_Materials provided_:
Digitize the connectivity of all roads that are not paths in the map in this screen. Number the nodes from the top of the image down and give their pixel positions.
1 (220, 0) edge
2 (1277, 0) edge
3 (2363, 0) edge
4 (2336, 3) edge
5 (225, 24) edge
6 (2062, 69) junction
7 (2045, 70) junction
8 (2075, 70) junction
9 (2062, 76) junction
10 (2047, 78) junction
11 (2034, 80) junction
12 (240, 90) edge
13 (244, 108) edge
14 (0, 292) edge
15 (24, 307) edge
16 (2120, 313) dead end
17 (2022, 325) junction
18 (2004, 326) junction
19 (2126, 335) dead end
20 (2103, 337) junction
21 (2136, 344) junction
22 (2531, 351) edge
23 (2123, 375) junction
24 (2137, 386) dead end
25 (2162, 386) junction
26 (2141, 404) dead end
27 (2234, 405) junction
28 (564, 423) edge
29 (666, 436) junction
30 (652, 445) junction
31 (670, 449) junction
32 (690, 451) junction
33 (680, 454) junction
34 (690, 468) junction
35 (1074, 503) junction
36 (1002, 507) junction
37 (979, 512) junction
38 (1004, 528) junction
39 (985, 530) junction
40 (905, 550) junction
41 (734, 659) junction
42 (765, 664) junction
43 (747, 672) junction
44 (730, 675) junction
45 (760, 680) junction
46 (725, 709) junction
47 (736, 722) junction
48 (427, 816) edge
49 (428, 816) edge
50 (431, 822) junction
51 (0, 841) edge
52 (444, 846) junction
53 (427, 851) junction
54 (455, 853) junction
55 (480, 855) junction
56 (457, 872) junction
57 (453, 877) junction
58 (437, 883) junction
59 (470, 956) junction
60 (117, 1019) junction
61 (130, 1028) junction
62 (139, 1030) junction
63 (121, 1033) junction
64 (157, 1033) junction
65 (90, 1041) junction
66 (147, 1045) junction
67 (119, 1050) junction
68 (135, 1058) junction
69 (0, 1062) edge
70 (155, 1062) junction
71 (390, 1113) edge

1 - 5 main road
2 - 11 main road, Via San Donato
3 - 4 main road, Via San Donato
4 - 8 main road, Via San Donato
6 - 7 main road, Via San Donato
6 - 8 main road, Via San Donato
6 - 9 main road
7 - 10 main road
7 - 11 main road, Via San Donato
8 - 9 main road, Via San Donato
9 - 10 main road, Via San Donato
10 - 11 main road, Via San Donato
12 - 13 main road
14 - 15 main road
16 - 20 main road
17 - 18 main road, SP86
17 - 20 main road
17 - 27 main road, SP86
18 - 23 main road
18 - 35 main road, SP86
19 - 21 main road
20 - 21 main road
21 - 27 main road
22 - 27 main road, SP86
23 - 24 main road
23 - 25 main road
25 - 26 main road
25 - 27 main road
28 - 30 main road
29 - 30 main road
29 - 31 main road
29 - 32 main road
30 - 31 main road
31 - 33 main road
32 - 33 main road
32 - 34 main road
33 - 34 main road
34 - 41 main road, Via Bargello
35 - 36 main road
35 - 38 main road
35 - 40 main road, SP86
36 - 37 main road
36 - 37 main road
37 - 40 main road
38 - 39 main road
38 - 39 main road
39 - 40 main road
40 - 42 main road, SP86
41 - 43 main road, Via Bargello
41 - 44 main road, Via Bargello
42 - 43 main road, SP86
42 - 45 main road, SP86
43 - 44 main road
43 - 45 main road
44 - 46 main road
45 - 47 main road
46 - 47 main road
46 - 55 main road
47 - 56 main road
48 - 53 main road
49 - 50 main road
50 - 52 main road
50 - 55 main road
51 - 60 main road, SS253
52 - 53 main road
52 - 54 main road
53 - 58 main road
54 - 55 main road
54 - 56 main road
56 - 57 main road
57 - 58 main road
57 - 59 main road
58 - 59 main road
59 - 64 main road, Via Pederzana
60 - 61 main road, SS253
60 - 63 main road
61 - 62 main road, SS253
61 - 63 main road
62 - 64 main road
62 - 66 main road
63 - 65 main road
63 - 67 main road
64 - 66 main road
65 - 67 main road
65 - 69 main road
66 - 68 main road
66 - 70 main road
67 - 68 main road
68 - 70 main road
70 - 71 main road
...
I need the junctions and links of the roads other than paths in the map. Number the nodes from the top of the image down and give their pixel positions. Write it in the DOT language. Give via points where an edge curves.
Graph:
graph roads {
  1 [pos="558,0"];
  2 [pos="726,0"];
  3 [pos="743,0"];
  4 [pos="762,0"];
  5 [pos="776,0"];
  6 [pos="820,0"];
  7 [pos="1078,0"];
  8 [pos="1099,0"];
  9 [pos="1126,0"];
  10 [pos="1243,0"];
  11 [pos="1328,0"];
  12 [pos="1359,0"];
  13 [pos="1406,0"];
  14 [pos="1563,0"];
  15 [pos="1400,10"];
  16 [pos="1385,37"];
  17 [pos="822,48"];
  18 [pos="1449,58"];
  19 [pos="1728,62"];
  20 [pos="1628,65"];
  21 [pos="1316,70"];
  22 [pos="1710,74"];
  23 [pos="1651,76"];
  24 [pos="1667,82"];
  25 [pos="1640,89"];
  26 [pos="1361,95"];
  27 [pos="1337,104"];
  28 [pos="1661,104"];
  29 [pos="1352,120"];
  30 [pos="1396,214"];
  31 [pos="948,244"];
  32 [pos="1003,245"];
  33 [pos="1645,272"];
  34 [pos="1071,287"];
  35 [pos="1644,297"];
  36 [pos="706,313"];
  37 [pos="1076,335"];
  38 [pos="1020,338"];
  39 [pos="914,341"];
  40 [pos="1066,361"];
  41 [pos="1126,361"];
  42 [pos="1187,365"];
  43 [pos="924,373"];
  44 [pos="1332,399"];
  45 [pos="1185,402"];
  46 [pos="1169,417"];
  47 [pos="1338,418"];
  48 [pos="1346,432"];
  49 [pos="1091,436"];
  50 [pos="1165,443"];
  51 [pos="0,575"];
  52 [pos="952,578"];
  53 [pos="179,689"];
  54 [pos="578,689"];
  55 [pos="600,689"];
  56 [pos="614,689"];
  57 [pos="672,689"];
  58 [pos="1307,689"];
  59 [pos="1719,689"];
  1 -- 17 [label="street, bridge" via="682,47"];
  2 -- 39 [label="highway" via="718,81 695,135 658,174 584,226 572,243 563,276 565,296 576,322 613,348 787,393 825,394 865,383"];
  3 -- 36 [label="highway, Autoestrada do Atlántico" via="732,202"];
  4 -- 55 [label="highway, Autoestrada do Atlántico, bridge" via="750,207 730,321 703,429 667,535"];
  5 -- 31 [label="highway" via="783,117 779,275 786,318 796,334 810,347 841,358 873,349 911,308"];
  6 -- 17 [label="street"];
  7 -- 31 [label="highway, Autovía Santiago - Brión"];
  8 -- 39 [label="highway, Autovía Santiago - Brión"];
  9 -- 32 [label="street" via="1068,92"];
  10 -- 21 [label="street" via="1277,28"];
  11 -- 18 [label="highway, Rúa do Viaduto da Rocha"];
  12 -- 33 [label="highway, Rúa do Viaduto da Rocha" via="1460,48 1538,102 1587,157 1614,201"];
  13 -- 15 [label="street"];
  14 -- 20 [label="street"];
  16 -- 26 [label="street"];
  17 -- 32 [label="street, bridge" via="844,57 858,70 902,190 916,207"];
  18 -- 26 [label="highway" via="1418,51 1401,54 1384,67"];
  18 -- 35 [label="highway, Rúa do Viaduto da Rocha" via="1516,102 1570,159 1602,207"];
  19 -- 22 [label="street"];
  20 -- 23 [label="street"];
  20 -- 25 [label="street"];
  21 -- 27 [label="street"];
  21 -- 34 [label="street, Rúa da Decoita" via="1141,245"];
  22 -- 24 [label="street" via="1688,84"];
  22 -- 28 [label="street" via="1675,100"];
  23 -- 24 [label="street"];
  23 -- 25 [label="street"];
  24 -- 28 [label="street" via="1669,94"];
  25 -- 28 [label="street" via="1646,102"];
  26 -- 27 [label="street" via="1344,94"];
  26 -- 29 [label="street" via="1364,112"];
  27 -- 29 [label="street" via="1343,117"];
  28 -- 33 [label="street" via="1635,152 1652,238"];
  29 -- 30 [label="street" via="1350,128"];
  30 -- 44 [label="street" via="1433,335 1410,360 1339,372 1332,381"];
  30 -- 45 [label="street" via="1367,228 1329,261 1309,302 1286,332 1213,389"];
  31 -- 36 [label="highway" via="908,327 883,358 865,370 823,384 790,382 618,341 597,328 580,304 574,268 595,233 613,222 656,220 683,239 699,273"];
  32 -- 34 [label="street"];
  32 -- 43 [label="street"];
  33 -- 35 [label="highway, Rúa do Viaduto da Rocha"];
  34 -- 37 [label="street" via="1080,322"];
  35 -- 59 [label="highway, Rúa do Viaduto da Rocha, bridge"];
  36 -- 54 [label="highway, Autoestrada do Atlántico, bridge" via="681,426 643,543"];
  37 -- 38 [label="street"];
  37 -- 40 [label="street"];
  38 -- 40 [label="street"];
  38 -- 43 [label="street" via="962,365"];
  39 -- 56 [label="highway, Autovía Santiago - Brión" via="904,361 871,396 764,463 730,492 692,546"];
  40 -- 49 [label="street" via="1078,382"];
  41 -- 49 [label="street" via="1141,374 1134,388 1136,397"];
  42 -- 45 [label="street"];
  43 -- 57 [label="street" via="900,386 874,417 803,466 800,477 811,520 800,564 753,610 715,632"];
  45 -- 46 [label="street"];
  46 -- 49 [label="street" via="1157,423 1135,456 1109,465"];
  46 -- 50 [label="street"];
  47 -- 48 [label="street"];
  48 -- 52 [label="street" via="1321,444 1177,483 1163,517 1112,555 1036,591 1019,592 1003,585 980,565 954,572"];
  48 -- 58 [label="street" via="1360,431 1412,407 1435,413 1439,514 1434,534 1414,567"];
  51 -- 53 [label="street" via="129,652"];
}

_Exercise description_: Show every line of the listing containing the string "Number" by copying it.

_Problem solution_:
Digitize the connectivity of all roads that are not paths in the map in this screen. Number the nodes from the top of the image down and give their pixel positions.
I need the junctions and links of the roads other than paths in the map. Number the nodes from the top of the image down and give their pixel positions. Write it in the DOT language. Give via points where an edge curves.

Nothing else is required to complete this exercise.